Dat Mai and Kuntara Pukthuanthong examined more than 2 million articles in the Wall Street Journal and the New York Times going back to 1871(!) and analysed the prevalence of certain keywords in the articles of these newspapers.
Based on their analysis they could find two key narratives that influenced the overall direction of the stock market: “panic” and “stock market bubble”.
When the number of articles associated with panic and similar words spiked, the US stocks market returns in the subsequent 12 months were on average 5.5% higher than normal. If the number of articles associated with stock market bubble spiked, the subsequent 12 months saw stock market returns drop by 4.6% on average.

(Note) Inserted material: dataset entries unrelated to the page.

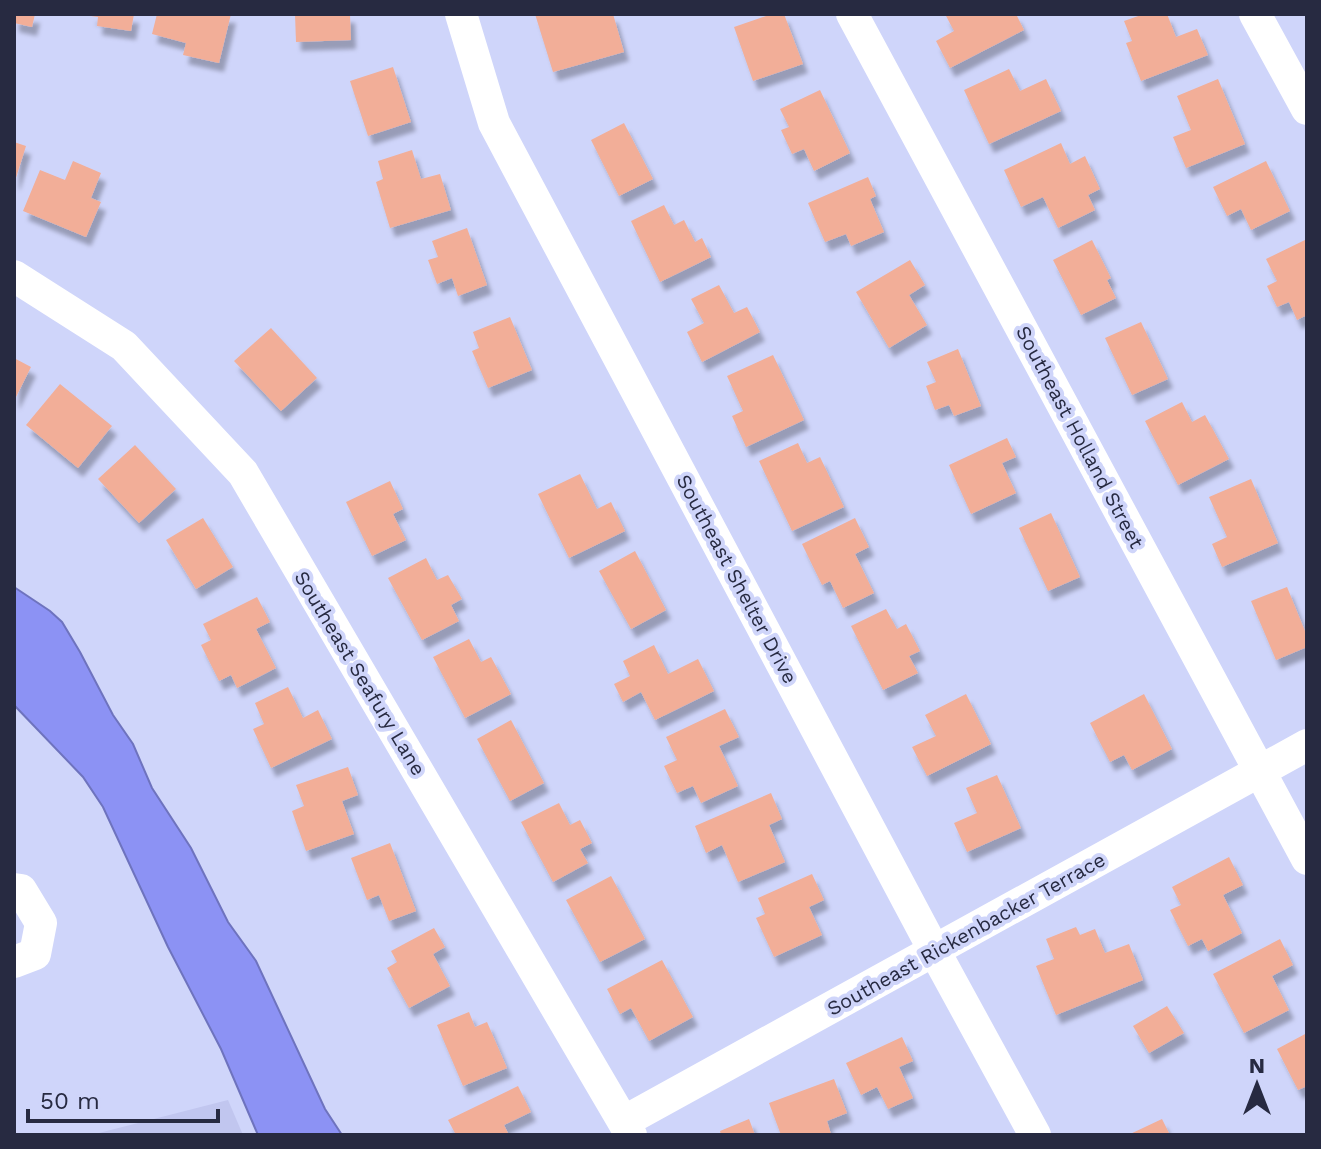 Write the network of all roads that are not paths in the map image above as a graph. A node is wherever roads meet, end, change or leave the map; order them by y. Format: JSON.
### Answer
{"nodes":[{"id":1,"x":461,"y":14,"type":"edge"},
{"id":2,"x":852,"y":14,"type":"edge"},
{"id":3,"x":1255,"y":14,"type":"edge"},
{"id":4,"x":1307,"y":109,"type":"edge"},
{"id":5,"x":14,"y":276,"type":"edge"},
{"id":6,"x":1307,"y":745,"type":"edge"},
{"id":7,"x":1260,"y":771,"type":"junction"},
{"id":8,"x":1307,"y":859,"type":"edge"},
{"id":9,"x":14,"y":889,"type":"edge"},
{"id":10,"x":935,"y":952,"type":"junction"},
{"id":11,"x":14,"y":962,"type":"edge"},
{"id":12,"x":628,"y":1128,"type":"edge"},
{"id":13,"x":1035,"y":1135,"type":"edge"}],
"edges":[{"from":1,"to":10,"type":"street","name":"Southeast Shelter Drive"},
{"from":2,"to":7,"type":"street","name":"Southeast Holland Street"},
{"from":3,"to":4,"type":"street"},
{"from":5,"to":12,"type":"street","name":"Southeast Seafury Lane"},
{"from":6,"to":7,"type":"street","name":"Southeast Rickenbacker Terrace"},
{"from":7,"to":8,"type":"street","name":"Southeast Holland Street"},
{"from":7,"to":10,"type":"street","name":"Southeast Rickenbacker Terrace"},
{"from":9,"to":11,"type":"street"},
{"from":10,"to":12,"type":"street","name":"Southeast Rickenbacker Terrace"},
{"from":10,"to":13,"type":"street","name":"Southeast Shelter Drive"}]} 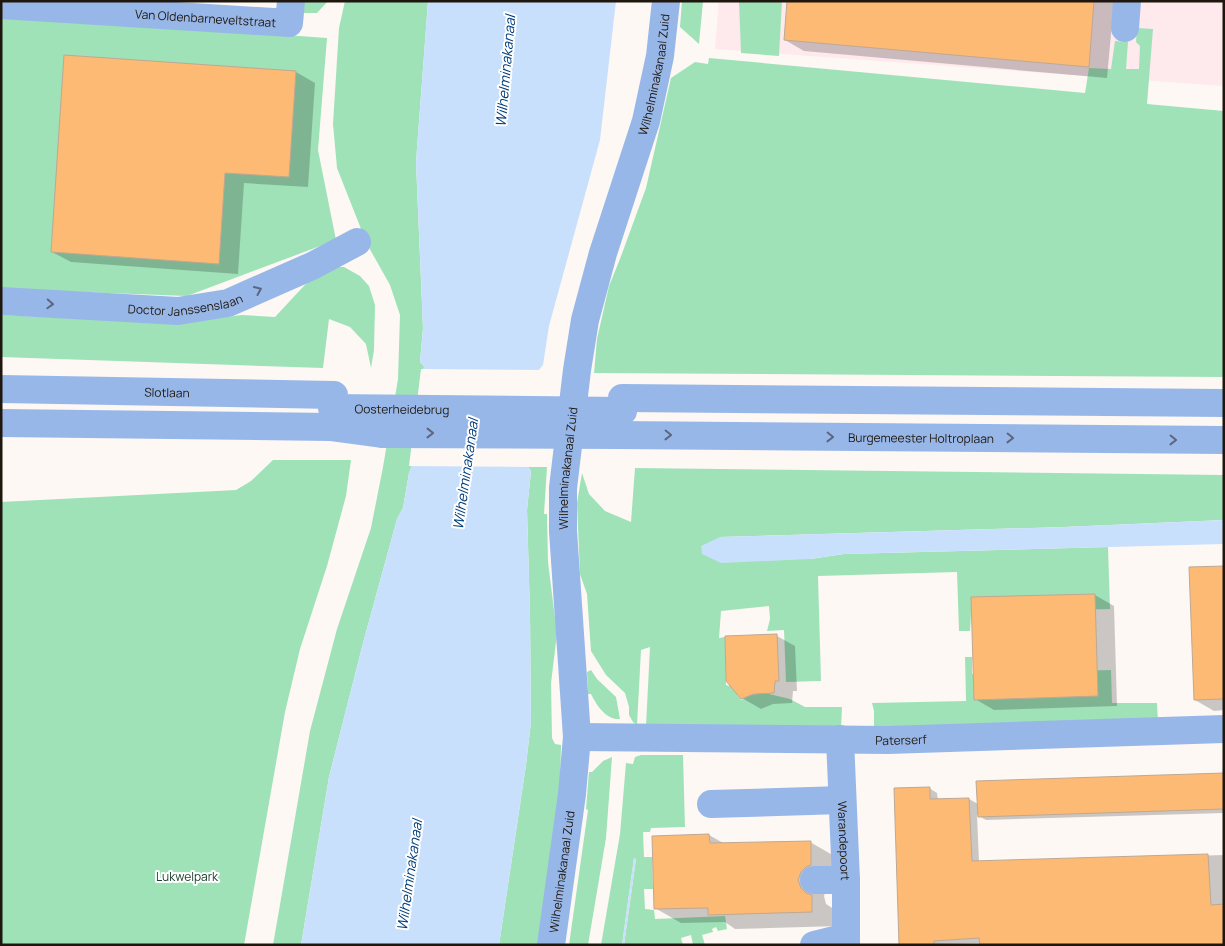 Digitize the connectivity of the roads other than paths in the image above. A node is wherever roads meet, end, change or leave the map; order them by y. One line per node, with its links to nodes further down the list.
1 (666, 1): 19 (street, Wilhelminakanaal Zuid)
2 (1127, 1): 6 (street)
3 (1, 5): 4 (street, Van Oldenbarneveltstraat)
4 (172, 9): 5 (street, Van Oldenbarneveltstraat)
5 (290, 12)
6 (1124, 28)
7 (357, 242): 8 (street, Doctor Janssenslaan, one-way to 7)
8 (1, 301)
9 (1, 390): 14 (street, Slotlaan)
10 (1224, 403): 12 (street)
11 (1, 404): 14 (street, Slotlaan)
12 (621, 415): 13 (street, Burgemeester Holtroplaan); 14 (street, Oosterheidebrug); 14 (street, Oosterheidebrug, one-way to 12, bridge); 17 (street, Burgemeester Holtroplaan, one-way to 17)
13 (1224, 415)
14 (332, 417): 15 (street); 16 (street)
15 (1, 423)
16 (1, 436)
17 (1224, 440)
18 (1224, 729): 20 (street, Paterserf)
19 (577, 736): 20 (street, Paterserf); 26 (street, Wilhelminakanaal Zuid)
20 (840, 739): 21 (street, Warandepoort)
21 (842, 800): 22 (street); 24 (street, Warandepoort)
22 (711, 804)
23 (814, 880): 24 (street)
24 (846, 880): 25 (street, Warandepoort)
25 (846, 941): 27 (street)
26 (551, 945)
27 (814, 945) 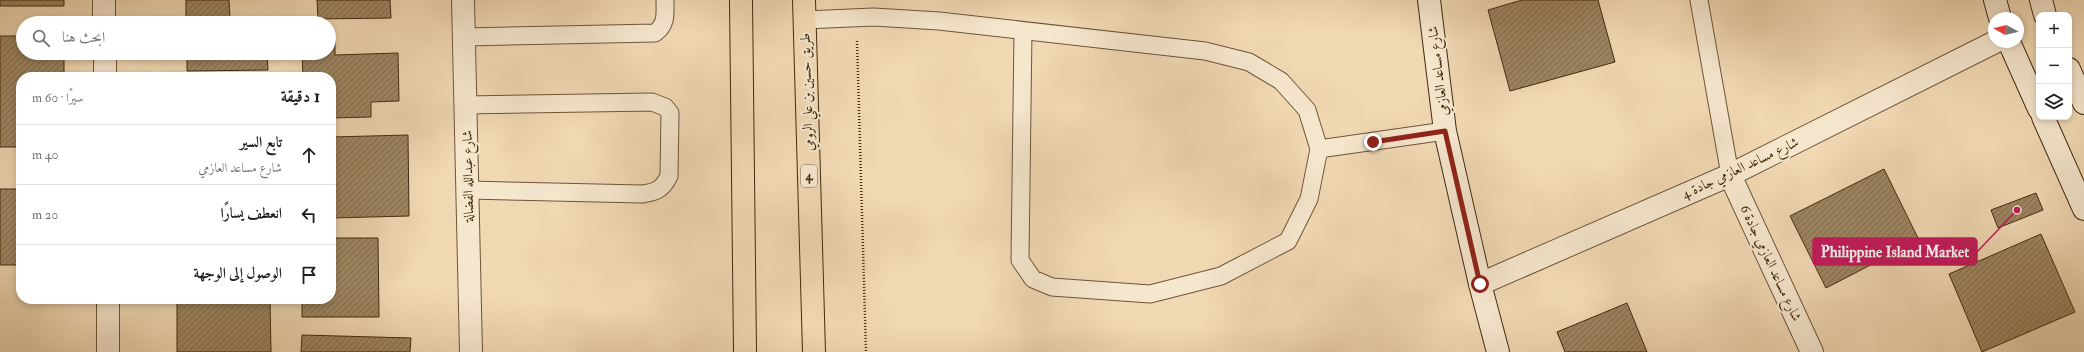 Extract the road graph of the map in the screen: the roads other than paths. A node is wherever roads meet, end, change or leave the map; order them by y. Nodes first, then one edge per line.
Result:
1 (104, 0) edge
2 (463, 0) edge
3 (665, 0) edge
4 (741, 0) edge
5 (1429, 0) edge
6 (1699, 0) edge
7 (1995, 0) edge
8 (2041, 0) edge
9 (804, 10) edge
10 (1998, 12) edge
11 (2045, 12) edge
12 (104, 16) edge
13 (1023, 31) junction
14 (465, 37) junction
15 (1988, 46) edge
16 (2012, 48) edge
17 (105, 60) edge
18 (105, 72) edge
19 (2072, 76) edge
20 (2036, 102) edge
21 (2084, 103) edge
22 (466, 105) junction
23 (2044, 120) edge
24 (1445, 131) junction
25 (1319, 149) junction
26 (1730, 175) junction
27 (468, 190) junction
28 (2084, 209) edge
29 (1480, 284) junction
30 (108, 304) edge
31 (745, 342) edge
32 (108, 352) edge
33 (472, 352) edge
34 (752, 352) edge
35 (814, 352) edge
36 (1498, 352) edge
37 (1812, 352) edge

1 - 12 street
2 - 14 street, شارع عبدالله الفضالة
3 - 14 lane
4 - 31 highway
5 - 24 street, شارع مساعد العازمي
6 - 26 lane
7 - 10 street
8 - 11 street
9 - 13 lane
9 - 35 highway, طريق حسين بن علي الرومي / 4
13 - 25 lane
13 - 25 lane
14 - 22 street, شارع عبدالله الفضالة
15 - 26 street, شارع مساعد العازمي جادة 4
16 - 20 street
17 - 18 street
19 - 21 street
22 - 27 street, شارع عبدالله الفضالة
22 - 27 lane
23 - 28 street
24 - 25 lane
24 - 29 street, شارع مساعد العازمي
26 - 29 street, شارع مساعد العازمي جادة 4
26 - 37 street, شارع مساعد العازمي جادة 6
27 - 33 street, شارع عبدالله الفضالة
29 - 36 street, شارع مساعد العازمي
30 - 32 street
31 - 34 highway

These return differences declined somewhat when economic variables and disasters were taken into account but remained highly significant both in statistical and economic turns.
In other words, when everybody is panicking it is a good time to buy stocks. But when everybody is worried about a stock market bubble, chances are they are on to something. That does not mean that the market will crash, but it means it will underperform. So don’t trust market pundits who predict the market to crash because it is in a bubble, but instead look at the general mood in the market and if many people agree it is a bubbly market, then expect a period of sideways or slightly down markets.
To show what I mean, I have copied the panic and stock market bubble counts since 1990 and the articles that were most prominent at the time. Note how the count for stock market bubble spiked in 2011 and 2015. Back then we didn’t have a stock market crash, only a period of 6 to 12 months of sideways markets.